Think about it: How are your employees supposed to come to work every day knowing that they might easily see one of their colleagues go, or get the axe themselves? It's a tough situation, but here's how you can keep your workers motivated during that transition.
1. Be honest about what's going on
As a manager, you may not be privy to the list of people getting laid off during a given round, but chances are, you have some sort of intel on what's going on. It therefore pays to be as open as possible with your team during a period of downsizing so that your workers come to trust you and take your words to heart. Explain that while you can't share certain details, you're willing to disclose as much information as possible (such as the timing of upcoming layoffs) to help your employees prepare and cope. It also never hurts to remind your team that much of the situation is out of your hands, assuming that's the case. This way, your workers won't take it out on you by slacking.
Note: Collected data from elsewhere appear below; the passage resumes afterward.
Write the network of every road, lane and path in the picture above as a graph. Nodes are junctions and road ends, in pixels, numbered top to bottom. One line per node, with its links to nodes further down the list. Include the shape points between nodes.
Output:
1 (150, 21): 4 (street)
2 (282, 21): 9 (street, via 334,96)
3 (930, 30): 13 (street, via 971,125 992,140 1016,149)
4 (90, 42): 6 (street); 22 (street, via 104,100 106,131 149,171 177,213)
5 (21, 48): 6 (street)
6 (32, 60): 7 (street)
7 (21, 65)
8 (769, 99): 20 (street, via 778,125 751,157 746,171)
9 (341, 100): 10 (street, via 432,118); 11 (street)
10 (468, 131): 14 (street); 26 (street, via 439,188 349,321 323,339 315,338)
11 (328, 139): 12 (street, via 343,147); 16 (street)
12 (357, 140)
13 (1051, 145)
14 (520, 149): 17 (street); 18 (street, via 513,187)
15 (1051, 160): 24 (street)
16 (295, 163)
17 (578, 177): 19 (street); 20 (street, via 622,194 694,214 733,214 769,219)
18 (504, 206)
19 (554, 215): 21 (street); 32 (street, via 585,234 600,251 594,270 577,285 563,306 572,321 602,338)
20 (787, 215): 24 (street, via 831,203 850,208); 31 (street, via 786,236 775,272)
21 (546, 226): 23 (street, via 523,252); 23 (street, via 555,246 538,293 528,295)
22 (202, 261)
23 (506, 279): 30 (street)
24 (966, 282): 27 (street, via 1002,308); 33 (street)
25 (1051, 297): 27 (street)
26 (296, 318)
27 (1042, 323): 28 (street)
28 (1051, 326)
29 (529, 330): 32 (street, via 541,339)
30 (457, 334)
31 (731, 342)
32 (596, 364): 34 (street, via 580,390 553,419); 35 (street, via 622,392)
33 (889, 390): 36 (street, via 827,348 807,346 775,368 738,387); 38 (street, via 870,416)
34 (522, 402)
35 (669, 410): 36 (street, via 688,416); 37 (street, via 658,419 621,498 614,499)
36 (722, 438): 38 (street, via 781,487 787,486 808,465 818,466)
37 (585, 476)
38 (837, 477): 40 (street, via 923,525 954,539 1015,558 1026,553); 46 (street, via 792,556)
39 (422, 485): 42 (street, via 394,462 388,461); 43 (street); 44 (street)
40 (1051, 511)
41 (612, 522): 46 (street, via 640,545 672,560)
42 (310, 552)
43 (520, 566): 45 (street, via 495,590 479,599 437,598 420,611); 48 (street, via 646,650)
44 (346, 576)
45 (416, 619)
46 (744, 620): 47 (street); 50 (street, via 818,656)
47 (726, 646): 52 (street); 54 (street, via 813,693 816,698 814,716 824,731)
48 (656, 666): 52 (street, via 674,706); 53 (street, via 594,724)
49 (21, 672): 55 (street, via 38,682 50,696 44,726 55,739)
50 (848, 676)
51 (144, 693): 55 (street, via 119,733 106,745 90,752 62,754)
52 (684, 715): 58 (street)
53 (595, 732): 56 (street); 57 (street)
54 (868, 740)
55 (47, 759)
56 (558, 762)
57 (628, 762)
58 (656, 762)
2. Offer short-term incentives when possible
Let's face it: When workers at your company are being let go left and right, your team members are likely to operate under the assumption that they could be next. And that might hurt their productivity in a huge way. To help them keep going, offer small perks as a reward for good performance. For example, you might order in lunch for your team one day as a thank you for completing a specific project. Or, you might dismiss your workers extra-early for a holiday weekend. There are plenty of small gestures you can make that won't hurt your team's output or break the bank, and they could go a long way toward keeping folks motivated.
3. Focus on the positive
Maybe the overall situation at work is fairly bleak, what with employees continuing to drop like flies. But as a manager, your job is to help your team focus on the positive during an otherwise troubling period. This could mean reminding your workers that the technology they're developing is new and exciting, or that the skills they're developing by plugging away will help their careers in the long run. You may need to get a little creative, but if it helps your employees come to work every day, so be it.
4. Remind them that hard work might save their jobs
Sometimes, even the hardest-working employees wind up falling victim to layoffs. And while performance isn't always tied to job security, it's often a determining factor. Therefore, it never hurts to remind your employees, in a nice, non-threatening way, that the more results they produce, the greater their chances of getting to stay on board. Of course, you'll need to choose your wording carefully -- the last thing you want to do is imply that hard work alone will save someone's job. Rather, emphasize the fact that you'll fight for your team members to keep their positions, but the better a job they do, the easier a time you'll have making that case.
Managing a team during a period of downsizing is never easy, so remember to give yourself a break, too. With any luck, you and your employees will get through the tough times and come out stronger on a whole.